His hands touch the leper. The prostitutes call to him from doorways. The demon-possessed shriek as he passes by. Children dance before him. The religious authorities conspire in dark cabals. The Romans – indifferent to jewish theological squabbles – nevertheless eye the crowd for signs of insurrection. A soldier implores the Jewish healer to have mercy on his sick daughter. There’s this Jew who can heal the sick, someone has told him. He forgives. Listens. Sees. Knows the hearts of men and their thoughts. Casts out demons. restores the insane. Speaks words that are hard to understand. He thirsts. He weeps. He reprimands. He terrifies. He speaks words of infinite love and forgiveness and of prophesy and judgement, punishment – of weeping and gnashing of teeth…
Which words are his?
Which words are attributed to him?
What words were pieced together later like shards
of a broken vessel more myth than earthenware?
Oral tradition found its way finally onto parchment. Aramaic words resolved into Greek. The Messiah left no journal, letters or notes.
We hardly know: time is a dense mist.
We claim to know him: each of us from our denominational enclaves of presuppositional truth believes we have found The One, while The One who eludes us is as opaque as his parables. Those who oppose him do so with equal confidence: they mock him, curse him, ignore him, deny his existence, declare him to be a myth – a sort of reinterpreted Horus, Mithras or Dionysus. Theologians of the stature of Albert Schweitzer, Rudolf Bultmann, Ernst Käsemann and Richard Webster failed to find Jesus in the disorientating fog of the “Geschichte der Leben-Jesu-Forschung” – “The Quest of the Historical Jesus”.
Jesus is God’s riddle. He is God Incarnate, a heretic, a blasphemer, a rebel, an Essene, The Shoot of Jesse, the Son of Man. Saviour. He is the Lamb of God, The first-born, the Son of Mary, Emanuel – God with us, the Resurrection and the Life. The Bread of Life. The Alpha and Omega. The Image of the Invisible God, Mediator, Priest. The True Light. The Way, the Truth, the Life. The Good Shepherd. Accursed of God, King of Kings, Lord of Lords, Lion of Judah, Holy One, Peace-Maker, Messiah, A paradox, a stumbling block, an aramaic-speaking Jew from a dusty backwater of a pagan empire, born in a stable amidst cows and goats. Born to a young woman the locals call a whore. Perhaps she was raped by a Roman soldier, others whisper.

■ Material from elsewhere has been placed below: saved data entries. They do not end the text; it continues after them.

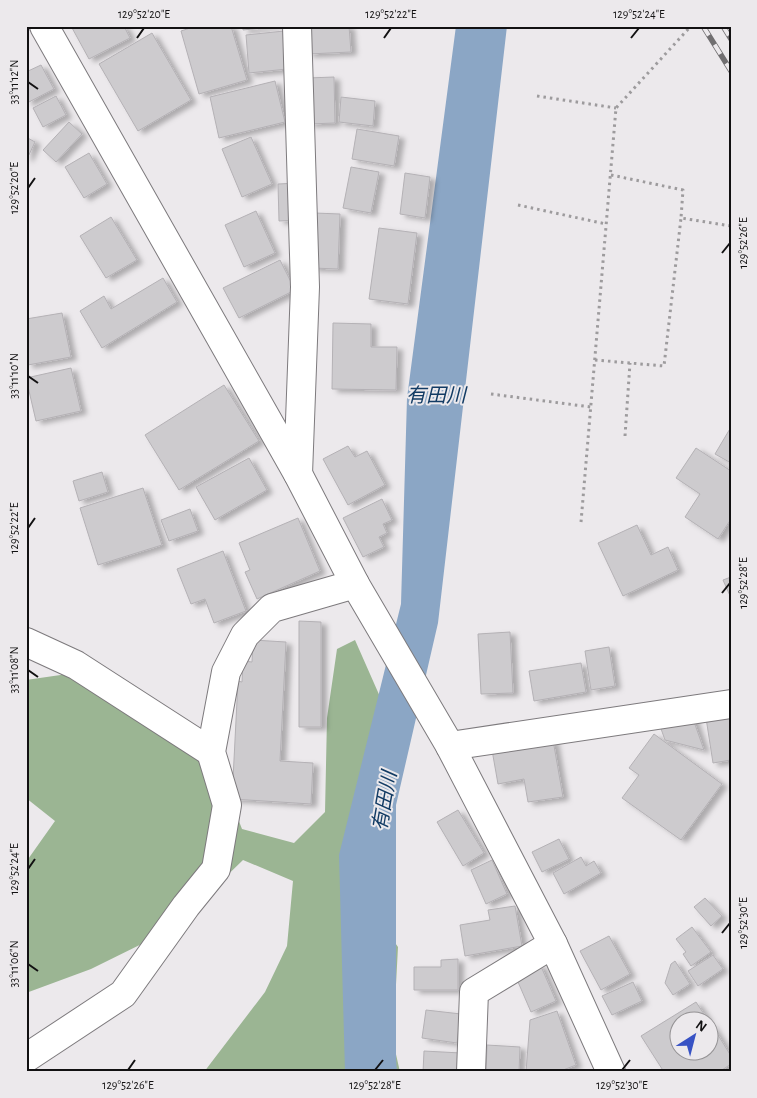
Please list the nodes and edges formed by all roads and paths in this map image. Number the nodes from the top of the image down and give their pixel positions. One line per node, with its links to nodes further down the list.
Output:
1 (44, 26): 16 (street)
2 (297, 26): 16 (street)
3 (691, 26): 5 (path)
4 (538, 96): 5 (path)
5 (616, 108): 6 (path)
6 (611, 175): 8 (path); 9 (path)
7 (518, 205): 9 (path)
8 (681, 218): 10 (path); 12 (path)
9 (606, 224): 11 (path)
10 (731, 226)
11 (595, 360): 12 (path); 14 (path)
12 (630, 363): 15 (path)
13 (491, 394): 14 (path)
14 (591, 407): 17 (path)
15 (624, 436)
16 (298, 474): 18 (street)
17 (581, 522)
18 (355, 584): 21 (street); 22 (street)
19 (26, 642): 22 (street)
20 (731, 704): 21 (street)
21 (450, 746): 23 (street)
22 (211, 752): 24 (street)
23 (553, 944): 25 (street); 26 (street)
24 (26, 1058)
25 (472, 1072)
26 (611, 1072)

Would the stern calvinist judges of the theocracy in Geneva have believed the young Mary’s explanation of her miraculous impregnation by the Paraclete, announced by an angelic visitation? Or would she have suffered the traditional fate of blasphemers and heretics in Reformation Europe? (“Calvin believed that it was just and right for heretics to be put to death.” – Source: Matt Gross, reformedanswers.org)
And what of Jesus?
“… as you did it to one of the least of my brothers, you did it to me”

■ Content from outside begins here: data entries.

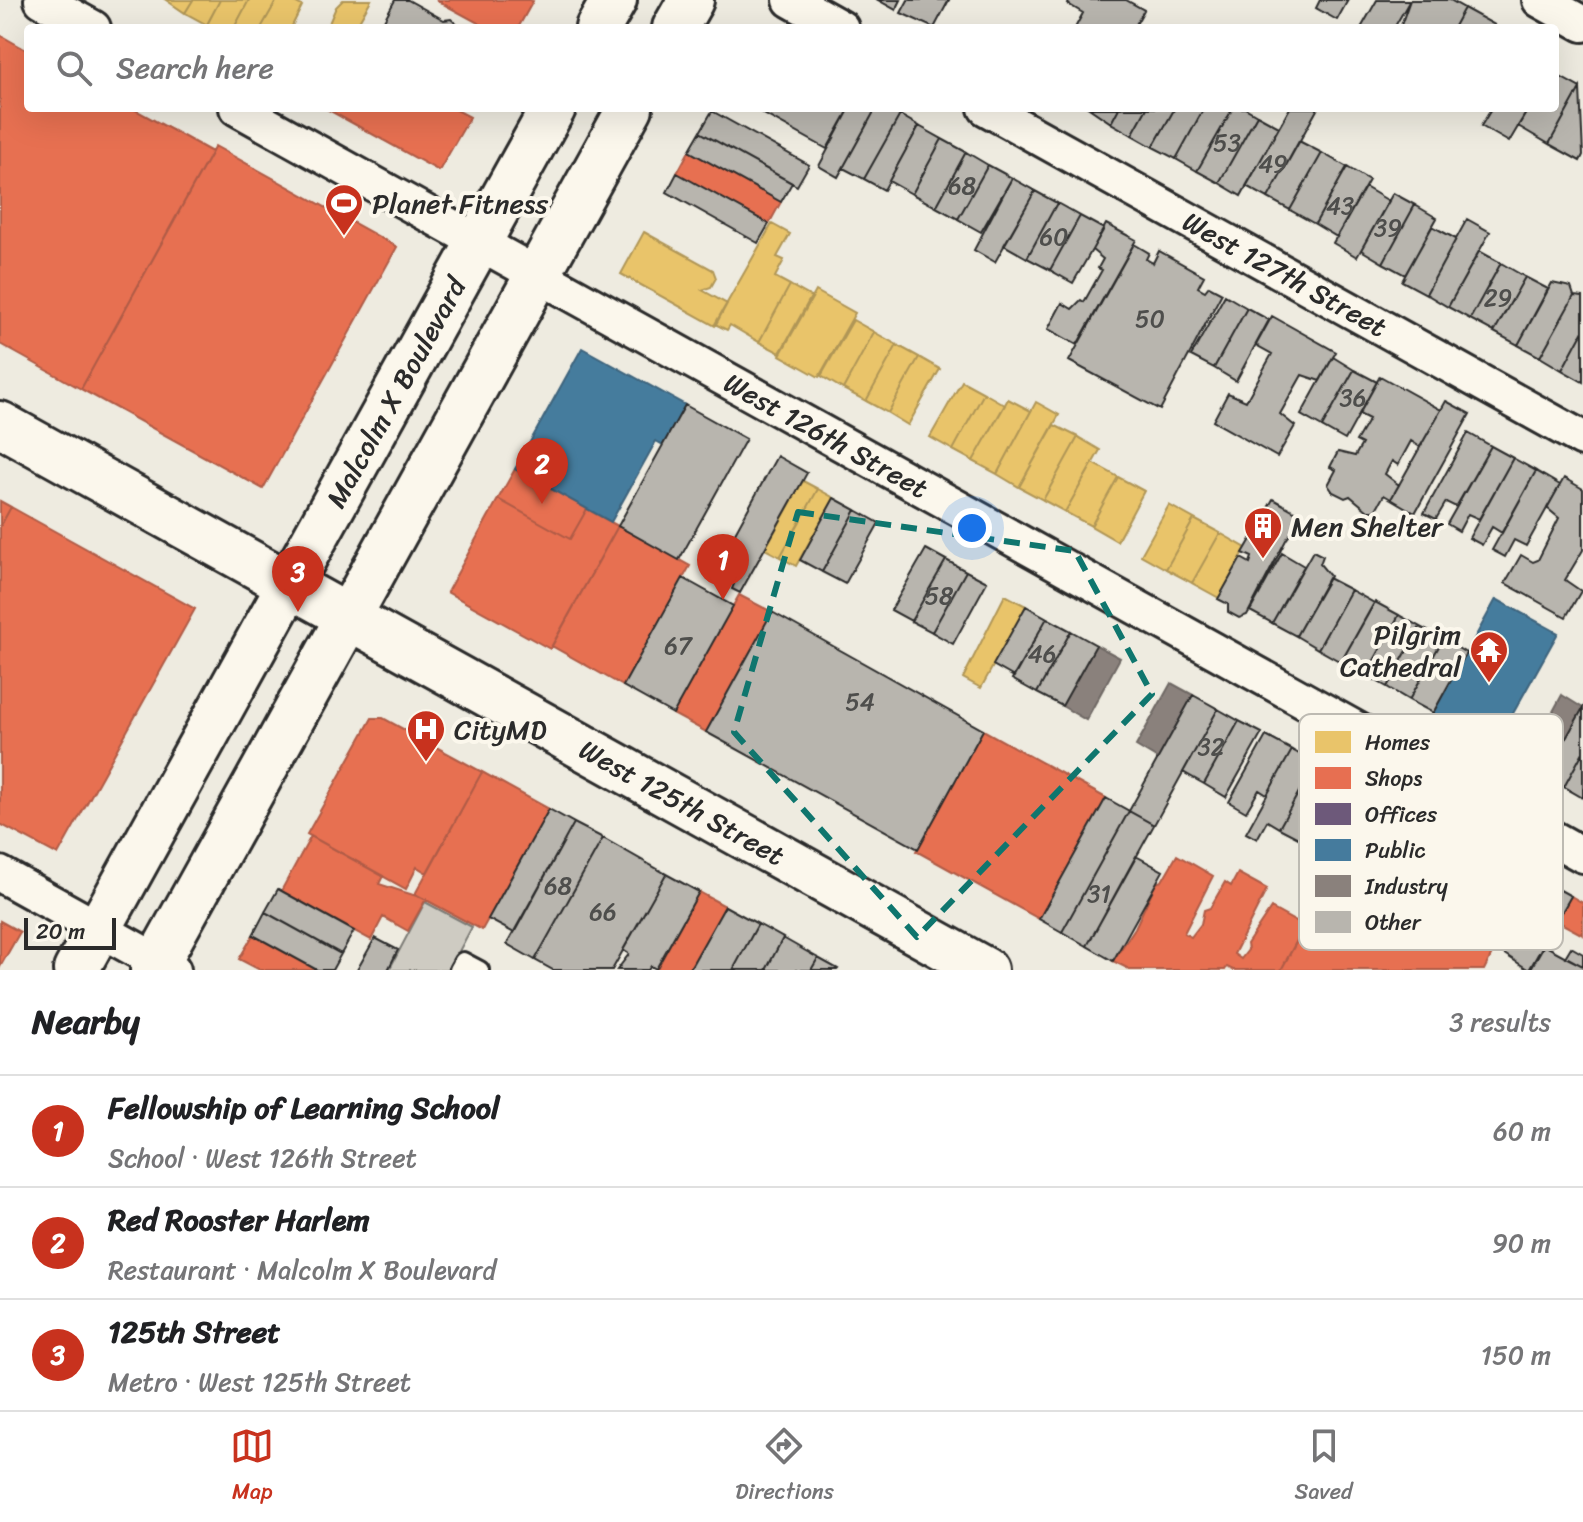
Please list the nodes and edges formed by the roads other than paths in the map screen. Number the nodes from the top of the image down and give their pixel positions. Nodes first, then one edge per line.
1 (42, 0) edge
2 (614, 0) edge
3 (691, 0) edge
4 (791, 0) edge
5 (1540, 0) edge
6 (86, 24) edge
7 (600, 24) edge
8 (677, 24) edge
9 (834, 24) edge
10 (1583, 24) edge
11 (244, 112) edge
12 (551, 112) edge
13 (628, 112) edge
14 (993, 112) edge
15 (478, 242) junction
16 (536, 273) junction
17 (0, 424) edge
18 (1583, 439) edge
19 (287, 583) junction
20 (348, 616) junction
21 (1329, 714) edge
22 (1563, 844) edge
23 (1583, 855) edge
24 (0, 874) edge
25 (99, 929) junction
26 (161, 967) edge
27 (76, 970) edge
28 (458, 970) edge
29 (480, 970) edge
30 (985, 970) edge

1 - 6 street
2 - 7 main road
3 - 8 main road
4 - 9 street
5 - 10 street
11 - 15 street, West 126th Street
12 - 15 main road, Malcolm X Boulevard
13 - 16 main road
14 - 18 street, West 127th Street
15 - 16 street, West 126th Street
15 - 19 main road, Malcolm X Boulevard
16 - 20 main road
16 - 21 street, West 126th Street
17 - 19 main road, West 125th Street
19 - 20 main road, West 125th Street
19 - 25 main road, Malcolm X Boulevard
20 - 26 main road
20 - 30 main road, West 125th Street
22 - 23 street, West 126th Street
24 - 25 street
25 - 26 street
25 - 27 main road, Malcolm X Boulevard
28 - 29 lane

In every act of human cruelty perpetrated by the Reformers,
I see Christ murdered by christians.
For a defence of John Calvin: http://reformedanswers.org/answer.asp/file/39726
Against Calvin: http://etb-history-theology.blogspot.co.za/2012/03/execution-of-child-and-adulterers-in.html?m=1
“Adultery, which, before Calvin’s return [to Geneva], was punished only by an imprisonment of some days, or by a trifling fine, was now punished with death. An adulteress was drowned in the Rhone. Thus two citizens of the best families (Heinrich Philip and Jacques le Nevue) were beheaded .”– J. M. V. Audin, History of the Life, Works, and Doctrines of John Calvin, trans. Rev. John McGill, (Louisville, R. J. Webb & Brother)
Notes & Sources
Geneva’s motto: Post Tenebras Lux: After darkness, Light
http://www.encyclopedia.com/topic/Reformation.aspx (overview of the Reformation and it’s legacy)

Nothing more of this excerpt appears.